─── Input data ───

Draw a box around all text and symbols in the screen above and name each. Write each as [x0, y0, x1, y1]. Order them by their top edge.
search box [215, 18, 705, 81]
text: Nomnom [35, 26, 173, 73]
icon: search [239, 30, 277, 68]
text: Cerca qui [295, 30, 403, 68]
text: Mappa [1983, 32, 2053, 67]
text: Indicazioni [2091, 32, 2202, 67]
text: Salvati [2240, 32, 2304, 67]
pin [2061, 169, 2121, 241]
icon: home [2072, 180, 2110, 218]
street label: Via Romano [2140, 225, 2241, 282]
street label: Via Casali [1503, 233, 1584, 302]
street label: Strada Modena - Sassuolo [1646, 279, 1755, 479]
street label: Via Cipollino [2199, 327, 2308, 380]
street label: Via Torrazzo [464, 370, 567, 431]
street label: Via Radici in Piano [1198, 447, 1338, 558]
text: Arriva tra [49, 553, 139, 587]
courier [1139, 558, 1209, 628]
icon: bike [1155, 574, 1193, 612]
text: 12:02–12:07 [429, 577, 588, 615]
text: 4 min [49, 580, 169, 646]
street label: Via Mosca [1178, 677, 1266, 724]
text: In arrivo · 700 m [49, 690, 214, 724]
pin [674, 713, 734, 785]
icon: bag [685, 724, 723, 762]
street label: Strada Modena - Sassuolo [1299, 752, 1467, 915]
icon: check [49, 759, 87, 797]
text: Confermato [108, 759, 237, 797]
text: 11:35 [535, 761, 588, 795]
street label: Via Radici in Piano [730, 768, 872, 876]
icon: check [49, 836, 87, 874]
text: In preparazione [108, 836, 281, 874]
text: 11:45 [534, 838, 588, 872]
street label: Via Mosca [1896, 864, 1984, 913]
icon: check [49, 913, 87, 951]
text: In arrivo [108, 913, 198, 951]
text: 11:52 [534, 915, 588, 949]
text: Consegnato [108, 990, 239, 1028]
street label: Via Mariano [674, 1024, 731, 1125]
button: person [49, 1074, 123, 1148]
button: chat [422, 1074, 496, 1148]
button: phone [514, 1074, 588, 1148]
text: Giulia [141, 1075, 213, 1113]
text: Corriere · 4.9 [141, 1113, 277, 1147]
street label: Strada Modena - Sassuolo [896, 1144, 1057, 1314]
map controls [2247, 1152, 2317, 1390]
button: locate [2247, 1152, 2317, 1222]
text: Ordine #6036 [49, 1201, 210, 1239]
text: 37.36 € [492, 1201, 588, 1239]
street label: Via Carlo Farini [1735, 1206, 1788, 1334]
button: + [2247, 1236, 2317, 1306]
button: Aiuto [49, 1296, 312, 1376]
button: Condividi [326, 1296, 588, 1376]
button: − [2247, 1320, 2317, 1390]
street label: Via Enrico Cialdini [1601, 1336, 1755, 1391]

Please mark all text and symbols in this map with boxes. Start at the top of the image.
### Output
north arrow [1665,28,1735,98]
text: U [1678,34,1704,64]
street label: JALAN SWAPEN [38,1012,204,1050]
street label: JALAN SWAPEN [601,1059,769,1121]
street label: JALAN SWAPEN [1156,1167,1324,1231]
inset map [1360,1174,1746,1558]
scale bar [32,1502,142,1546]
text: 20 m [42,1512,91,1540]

───

All of the data above needs to be retyped exactly, with each line as it stands.

• [Answer below]
Draw a box around all text and symbols in the screen above and name each. Write each as [x0, y0, x1, y1]. Order them by their top edge.
search box [215, 18, 705, 81]
text: Nomnom [35, 26, 173, 73]
icon: search [239, 30, 277, 68]
text: Cerca qui [295, 30, 403, 68]
text: Mappa [1983, 32, 2053, 67]
text: Indicazioni [2091, 32, 2202, 67]
text: Salvati [2240, 32, 2304, 67]
pin [2061, 169, 2121, 241]
icon: home [2072, 180, 2110, 218]
street label: Via Romano [2140, 225, 2241, 282]
street label: Via Casali [1503, 233, 1584, 302]
street label: Strada Modena - Sassuolo [1646, 279, 1755, 479]
street label: Via Cipollino [2199, 327, 2308, 380]
street label: Via Torrazzo [464, 370, 567, 431]
street label: Via Radici in Piano [1198, 447, 1338, 558]
text: Arriva tra [49, 553, 139, 587]
courier [1139, 558, 1209, 628]
icon: bike [1155, 574, 1193, 612]
text: 12:02–12:07 [429, 577, 588, 615]
text: 4 min [49, 580, 169, 646]
street label: Via Mosca [1178, 677, 1266, 724]
text: In arrivo · 700 m [49, 690, 214, 724]
pin [674, 713, 734, 785]
icon: bag [685, 724, 723, 762]
street label: Strada Modena - Sassuolo [1299, 752, 1467, 915]
icon: check [49, 759, 87, 797]
text: Confermato [108, 759, 237, 797]
text: 11:35 [535, 761, 588, 795]
street label: Via Radici in Piano [730, 768, 872, 876]
icon: check [49, 836, 87, 874]
text: In preparazione [108, 836, 281, 874]
text: 11:45 [534, 838, 588, 872]
street label: Via Mosca [1896, 864, 1984, 913]
icon: check [49, 913, 87, 951]
text: In arrivo [108, 913, 198, 951]
text: 11:52 [534, 915, 588, 949]
text: Consegnato [108, 990, 239, 1028]
street label: Via Mariano [674, 1024, 731, 1125]
button: person [49, 1074, 123, 1148]
button: chat [422, 1074, 496, 1148]
button: phone [514, 1074, 588, 1148]
text: Giulia [141, 1075, 213, 1113]
text: Corriere · 4.9 [141, 1113, 277, 1147]
street label: Strada Modena - Sassuolo [896, 1144, 1057, 1314]
map controls [2247, 1152, 2317, 1390]
button: locate [2247, 1152, 2317, 1222]
text: Ordine #6036 [49, 1201, 210, 1239]
text: 37.36 € [492, 1201, 588, 1239]
street label: Via Carlo Farini [1735, 1206, 1788, 1334]
button: + [2247, 1236, 2317, 1306]
button: Aiuto [49, 1296, 312, 1376]
button: Condividi [326, 1296, 588, 1376]
button: − [2247, 1320, 2317, 1390]
street label: Via Enrico Cialdini [1601, 1336, 1755, 1391]

Please mark all text and symbols in this map with boxes. Start at the top of the image.
### Output
north arrow [1665,28,1735,98]
text: U [1678,34,1704,64]
street label: JALAN SWAPEN [38,1012,204,1050]
street label: JALAN SWAPEN [601,1059,769,1121]
street label: JALAN SWAPEN [1156,1167,1324,1231]
inset map [1360,1174,1746,1558]
scale bar [32,1502,142,1546]
text: 20 m [42,1512,91,1540]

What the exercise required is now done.